Aim of the exercise. Though the entries hold pictures, only their text should be duplicated, exactly and in full.

*** The records ***

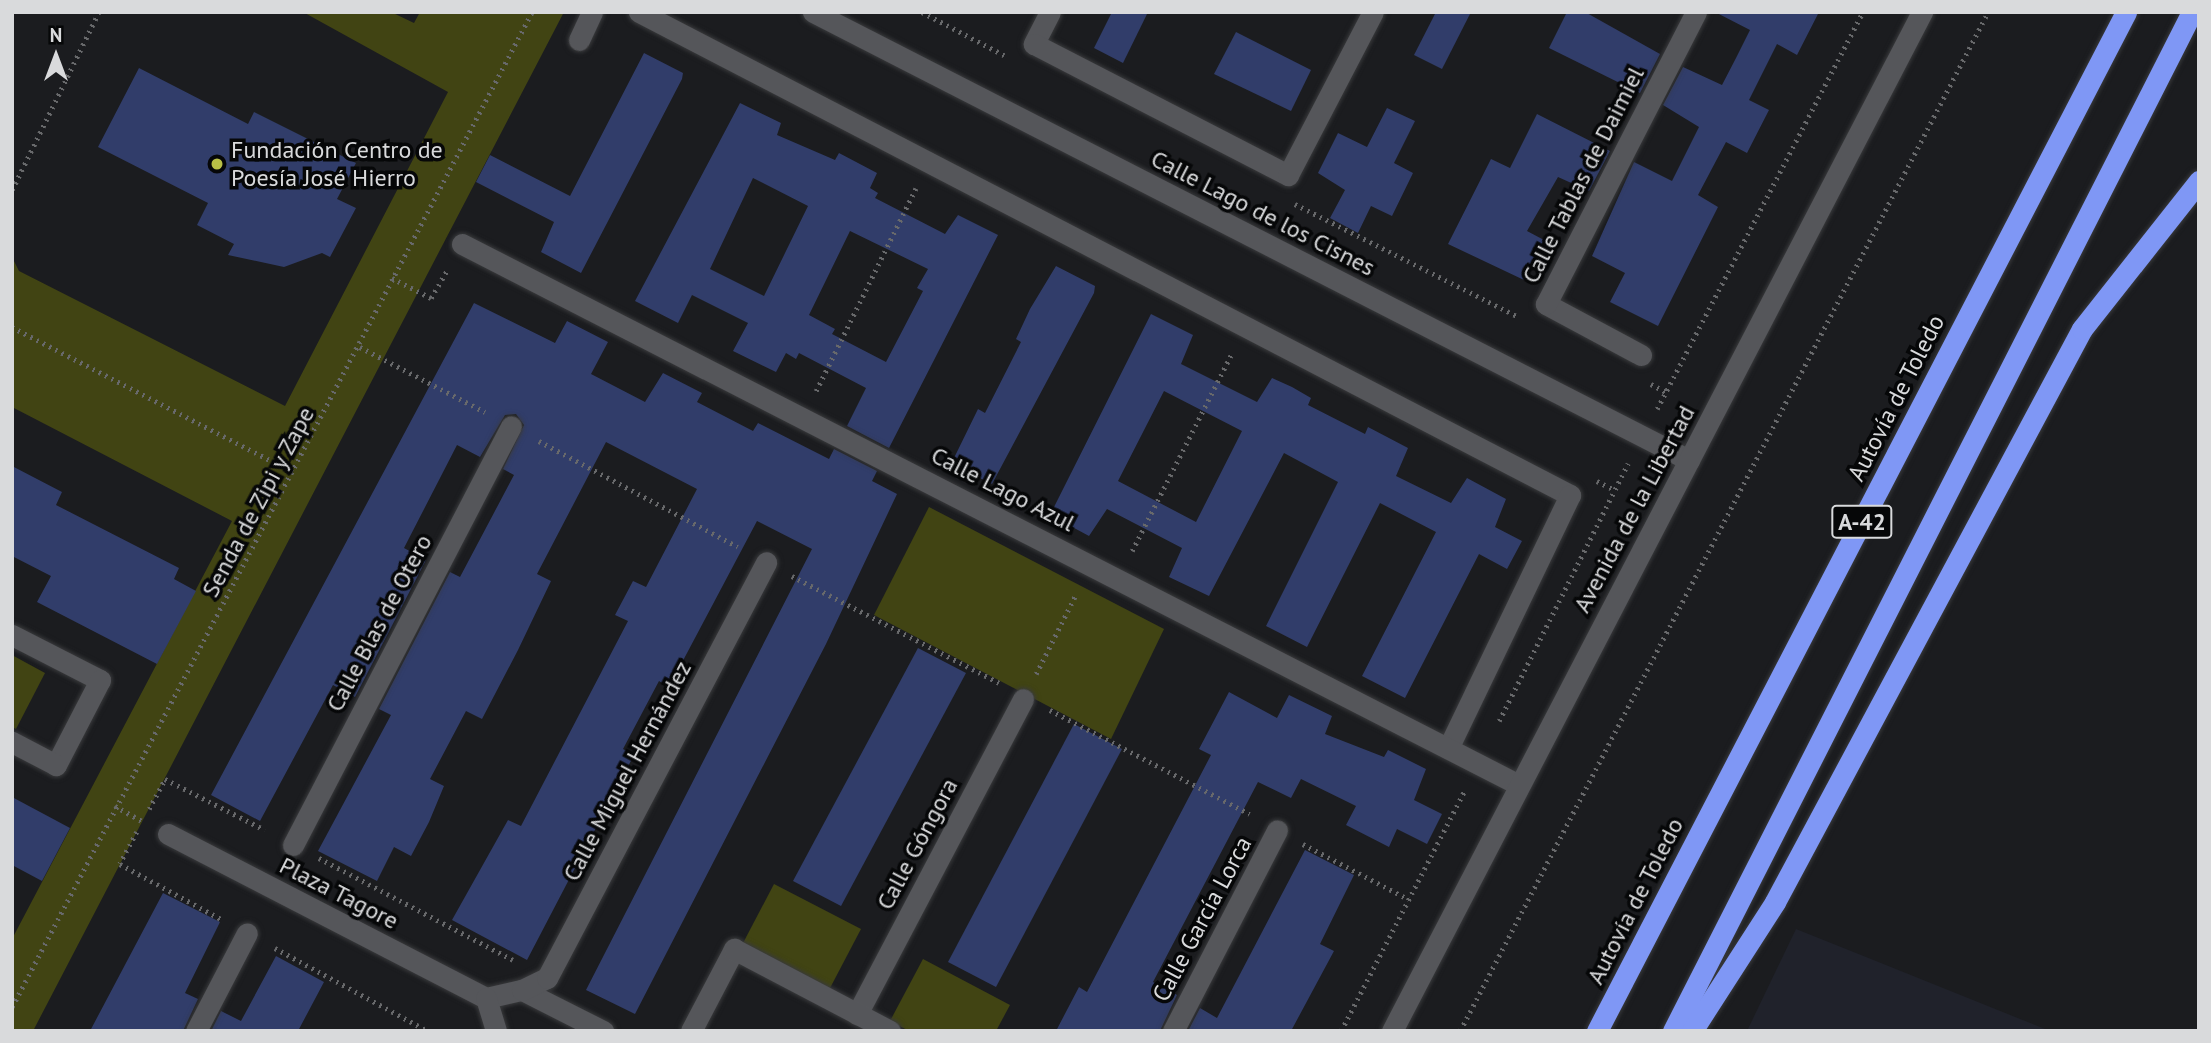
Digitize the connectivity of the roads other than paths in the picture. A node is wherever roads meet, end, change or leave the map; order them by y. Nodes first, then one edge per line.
1 (592, 12) edge
2 (639, 12) edge
3 (813, 12) edge
4 (1050, 12) edge
5 (1373, 12) edge
6 (1696, 12) edge
7 (1922, 12) edge
8 (2126, 12) edge
9 (2192, 12) edge
10 (579, 40) dead end
11 (2199, 181) edge
12 (462, 244) dead end
13 (1641, 355) dead end
14 (511, 426) road end
15 (1689, 460) junction
16 (766, 562) road end
17 (12, 635) edge
18 (1024, 698) road end
19 (12, 742) edge
20 (1448, 748) junction
21 (1519, 785) junction
22 (1277, 830) road end
23 (168, 834) dead end
24 (293, 845) dead end
25 (247, 933) dead end
26 (522, 990) junction
27 (486, 998) junction
28 (857, 1014) junction
29 (196, 1031) edge
30 (496, 1031) edge
31 (603, 1031) edge
32 (691, 1031) edge
33 (890, 1031) edge
34 (1173, 1031) edge
35 (1392, 1031) edge
36 (1597, 1031) edge
37 (1673, 1031) edge
38 (1692, 1031) edge

1 - 10 street
2 - 20 street
3 - 15 street, Calle Lago de los Cisnes
4 - 5 street
6 - 13 street, Calle Tablas de Daimiel
7 - 15 street, Avenida de la Libertad
8 - 36 highway, Autovía de Toledo / A-42
9 - 37 highway, A-42
11 - 38 highway
12 - 20 street, Calle Lago Azul
14 - 24 street, Calle Blas de Otero
15 - 21 street, Avenida de la Libertad
16 - 26 street, Calle Miguel Hernández
17 - 19 street
18 - 28 street, Calle Góngora
20 - 21 street, Calle Lago Azul
21 - 35 street, Avenida de la Libertad
22 - 34 street, Calle García Lorca
23 - 27 street, Plaza Tagore
25 - 29 street
26 - 27 street
26 - 31 street
27 - 30 street
28 - 32 street
28 - 33 street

***

Answer to this exercise.
Digitize the connectivity of the roads other than paths in the picture. A node is wherever roads meet, end, change or leave the map; order them by y. Nodes first, then one edge per line.
1 (592, 12) edge
2 (639, 12) edge
3 (813, 12) edge
4 (1050, 12) edge
5 (1373, 12) edge
6 (1696, 12) edge
7 (1922, 12) edge
8 (2126, 12) edge
9 (2192, 12) edge
10 (579, 40) dead end
11 (2199, 181) edge
12 (462, 244) dead end
13 (1641, 355) dead end
14 (511, 426) road end
15 (1689, 460) junction
16 (766, 562) road end
17 (12, 635) edge
18 (1024, 698) road end
19 (12, 742) edge
20 (1448, 748) junction
21 (1519, 785) junction
22 (1277, 830) road end
23 (168, 834) dead end
24 (293, 845) dead end
25 (247, 933) dead end
26 (522, 990) junction
27 (486, 998) junction
28 (857, 1014) junction
29 (196, 1031) edge
30 (496, 1031) edge
31 (603, 1031) edge
32 (691, 1031) edge
33 (890, 1031) edge
34 (1173, 1031) edge
35 (1392, 1031) edge
36 (1597, 1031) edge
37 (1673, 1031) edge
38 (1692, 1031) edge

1 - 10 street
2 - 20 street
3 - 15 street, Calle Lago de los Cisnes
4 - 5 street
6 - 13 street, Calle Tablas de Daimiel
7 - 15 street, Avenida de la Libertad
8 - 36 highway, Autovía de Toledo / A-42
9 - 37 highway, A-42
11 - 38 highway
12 - 20 street, Calle Lago Azul
14 - 24 street, Calle Blas de Otero
15 - 21 street, Avenida de la Libertad
16 - 26 street, Calle Miguel Hernández
17 - 19 street
18 - 28 street, Calle Góngora
20 - 21 street, Calle Lago Azul
21 - 35 street, Avenida de la Libertad
22 - 34 street, Calle García Lorca
23 - 27 street, Plaza Tagore
25 - 29 street
26 - 27 street
26 - 31 street
27 - 30 street
28 - 32 street
28 - 33 street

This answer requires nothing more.